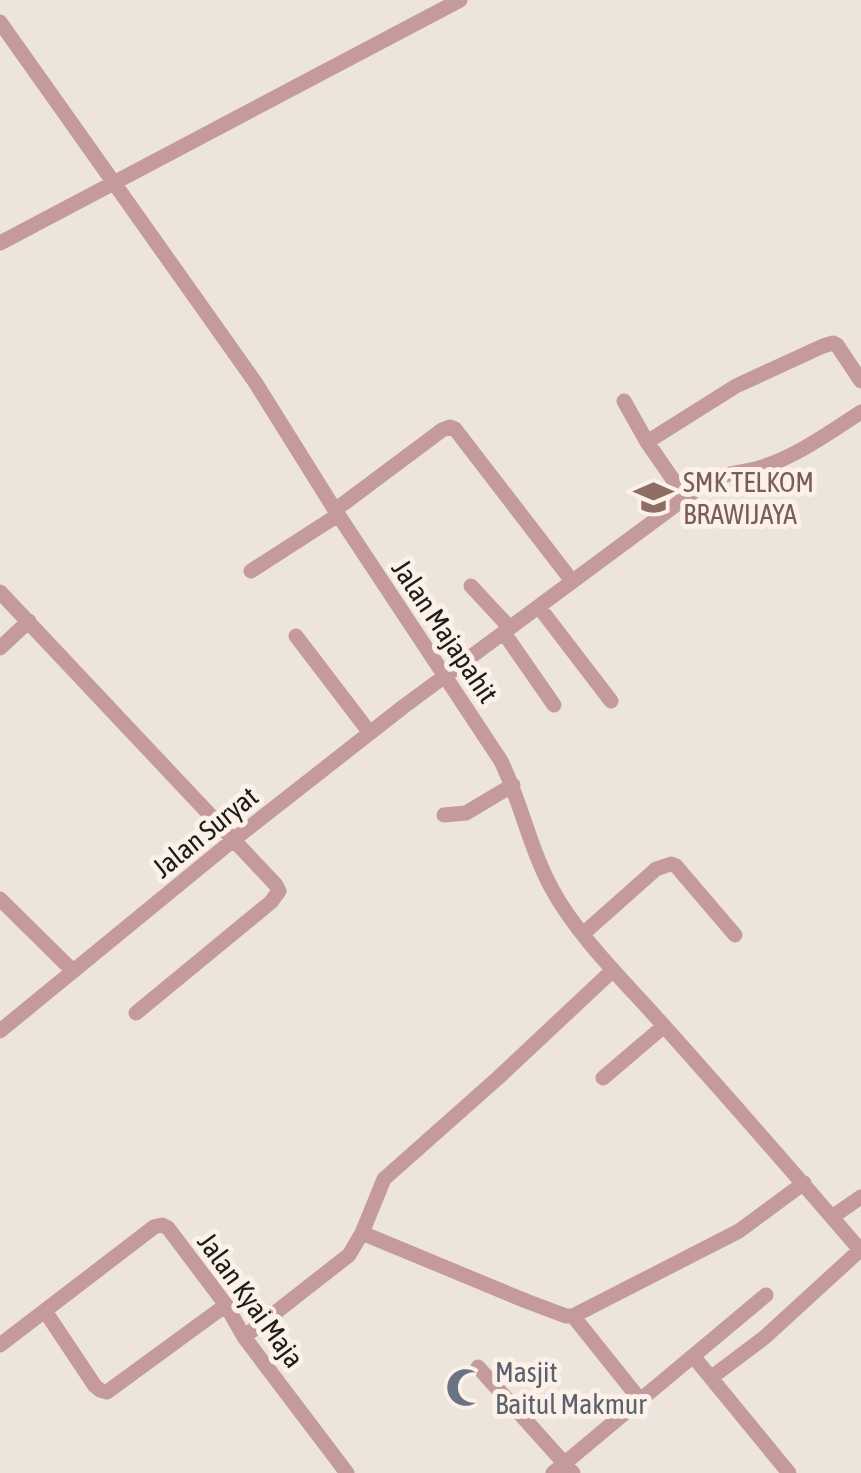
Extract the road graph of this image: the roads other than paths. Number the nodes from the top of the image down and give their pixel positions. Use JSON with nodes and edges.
{"nodes":[{"id":1,"x":460,"y":0,"type":"edge"},
{"id":2,"x":0,"y":22,"type":"edge"},
{"id":3,"x":115,"y":182,"type":"junction"},
{"id":4,"x":1,"y":240,"type":"edge"},
{"id":5,"x":861,"y":381,"type":"edge"},
{"id":6,"x":624,"y":402,"type":"dead end"},
{"id":7,"x":860,"y":416,"type":"edge"},
{"id":8,"x":647,"y":442,"type":"junction"},
{"id":9,"x":685,"y":498,"type":"junction"},
{"id":10,"x":336,"y":513,"type":"junction"},
{"id":11,"x":252,"y":571,"type":"dead end"},
{"id":12,"x":572,"y":581,"type":"junction"},
{"id":13,"x":472,"y":586,"type":"dead end"},
{"id":14,"x":0,"y":592,"type":"edge"},
{"id":15,"x":539,"y":606,"type":"junction"},
{"id":16,"x":29,"y":621,"type":"junction"},
{"id":17,"x":507,"y":631,"type":"junction"},
{"id":18,"x":296,"y":636,"type":"dead end"},
{"id":19,"x":0,"y":648,"type":"edge"},
{"id":20,"x":445,"y":675,"type":"junction"},
{"id":21,"x":611,"y":701,"type":"dead end"},
{"id":22,"x":554,"y":704,"type":"dead end"},
{"id":23,"x":370,"y":733,"type":"junction"},
{"id":24,"x":513,"y":785,"type":"junction"},
{"id":25,"x":444,"y":815,"type":"dead end"},
{"id":26,"x":232,"y":840,"type":"junction"},
{"id":27,"x":0,"y":899,"type":"edge"},
{"id":28,"x":584,"y":934,"type":"junction"},
{"id":29,"x":735,"y":935,"type":"dead end"},
{"id":30,"x":613,"y":970,"type":"junction"},
{"id":31,"x":74,"y":971,"type":"junction"},
{"id":32,"x":136,"y":1013,"type":"dead end"},
{"id":33,"x":664,"y":1026,"type":"junction"},
{"id":34,"x":0,"y":1031,"type":"edge"},
{"id":35,"x":604,"y":1078,"type":"dead end"},
{"id":36,"x":804,"y":1184,"type":"junction"},
{"id":37,"x":861,"y":1198,"type":"edge"},
{"id":38,"x":832,"y":1217,"type":"junction"},
{"id":39,"x":364,"y":1228,"type":"junction"},
{"id":40,"x":861,"y":1251,"type":"edge"},
{"id":41,"x":766,"y":1294,"type":"dead end"},
{"id":42,"x":226,"y":1305,"type":"junction"},
{"id":43,"x":45,"y":1311,"type":"junction"},
{"id":44,"x":573,"y":1316,"type":"junction"},
{"id":45,"x":244,"y":1336,"type":"junction"},
{"id":46,"x":0,"y":1345,"type":"edge"},
{"id":47,"x":693,"y":1356,"type":"junction"},
{"id":48,"x":478,"y":1366,"type":"dead end"},
{"id":49,"x":712,"y":1377,"type":"junction"},
{"id":50,"x":641,"y":1401,"type":"junction"},
{"id":51,"x":564,"y":1469,"type":"edge"},
{"id":52,"x":348,"y":1473,"type":"edge"},
{"id":53,"x":789,"y":1473,"type":"edge"}],
"edges":[{"from":1,"to":3,"type":"street"},
{"from":2,"to":3,"type":"street","name":"Jalan Majapahit"},
{"from":3,"to":4,"type":"street"},
{"from":3,"to":10,"type":"street","name":"Jalan Majapahit"},
{"from":5,"to":8,"type":"street"},
{"from":6,"to":8,"type":"street"},
{"from":7,"to":9,"type":"street","name":"Jalan Suryat"},
{"from":8,"to":9,"type":"street"},
{"from":9,"to":12,"type":"street","name":"Jalan Suryat"},
{"from":10,"to":11,"type":"street"},
{"from":10,"to":12,"type":"street"},
{"from":10,"to":20,"type":"street","name":"Jalan Majapahit"},
{"from":12,"to":15,"type":"street","name":"Jalan Suryat"},
{"from":13,"to":17,"type":"street"},
{"from":14,"to":16,"type":"street"},
{"from":15,"to":17,"type":"street","name":"Jalan Suryat"},
{"from":15,"to":21,"type":"street"},
{"from":16,"to":19,"type":"street"},
{"from":16,"to":26,"type":"street"},
{"from":17,"to":20,"type":"street","name":"Jalan Suryat"},
{"from":17,"to":22,"type":"street"},
{"from":18,"to":23,"type":"street"},
{"from":20,"to":23,"type":"street","name":"Jalan Suryat"},
{"from":20,"to":24,"type":"street","name":"Jalan Majapahit"},
{"from":23,"to":26,"type":"street","name":"Jalan Suryat"},
{"from":24,"to":25,"type":"street"},
{"from":24,"to":28,"type":"street","name":"Jalan Majapahit"},
{"from":26,"to":31,"type":"street","name":"Jalan Suryat"},
{"from":26,"to":32,"type":"street"},
{"from":27,"to":31,"type":"street"},
{"from":28,"to":29,"type":"street"},
{"from":28,"to":30,"type":"street","name":"Jalan Majapahit"},
{"from":30,"to":33,"type":"street","name":"Jalan Majapahit"},
{"from":30,"to":39,"type":"street"},
{"from":31,"to":34,"type":"street","name":"Jalan Suryat"},
{"from":33,"to":35,"type":"street"},
{"from":33,"to":36,"type":"street","name":"Jalan Majapahit"},
{"from":36,"to":38,"type":"street","name":"Jalan Majapahit"},
{"from":36,"to":44,"type":"street"},
{"from":37,"to":38,"type":"street"},
{"from":38,"to":40,"type":"street","name":"Jalan Majapahit"},
{"from":39,"to":44,"type":"street"},
{"from":39,"to":45,"type":"street"},
{"from":40,"to":49,"type":"street"},
{"from":41,"to":47,"type":"street"},
{"from":42,"to":43,"type":"street","name":"Jalan Kyai Maja"},
{"from":42,"to":43,"type":"street"},
{"from":42,"to":45,"type":"street","name":"Jalan Kyai Maja"},
{"from":43,"to":46,"type":"street","name":"Jalan Kyai Maja"},
{"from":44,"to":50,"type":"street"},
{"from":45,"to":52,"type":"street","name":"Jalan Kyai Maja"},
{"from":47,"to":49,"type":"street"},
{"from":47,"to":50,"type":"street"},
{"from":48,"to":51,"type":"street"},
{"from":49,"to":53,"type":"street"},
{"from":50,"to":51,"type":"street"}]}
· · · ·
Required action> Some lines in the records may hold "Suryat"; state how many do, and give no more than that number.

Written response> 9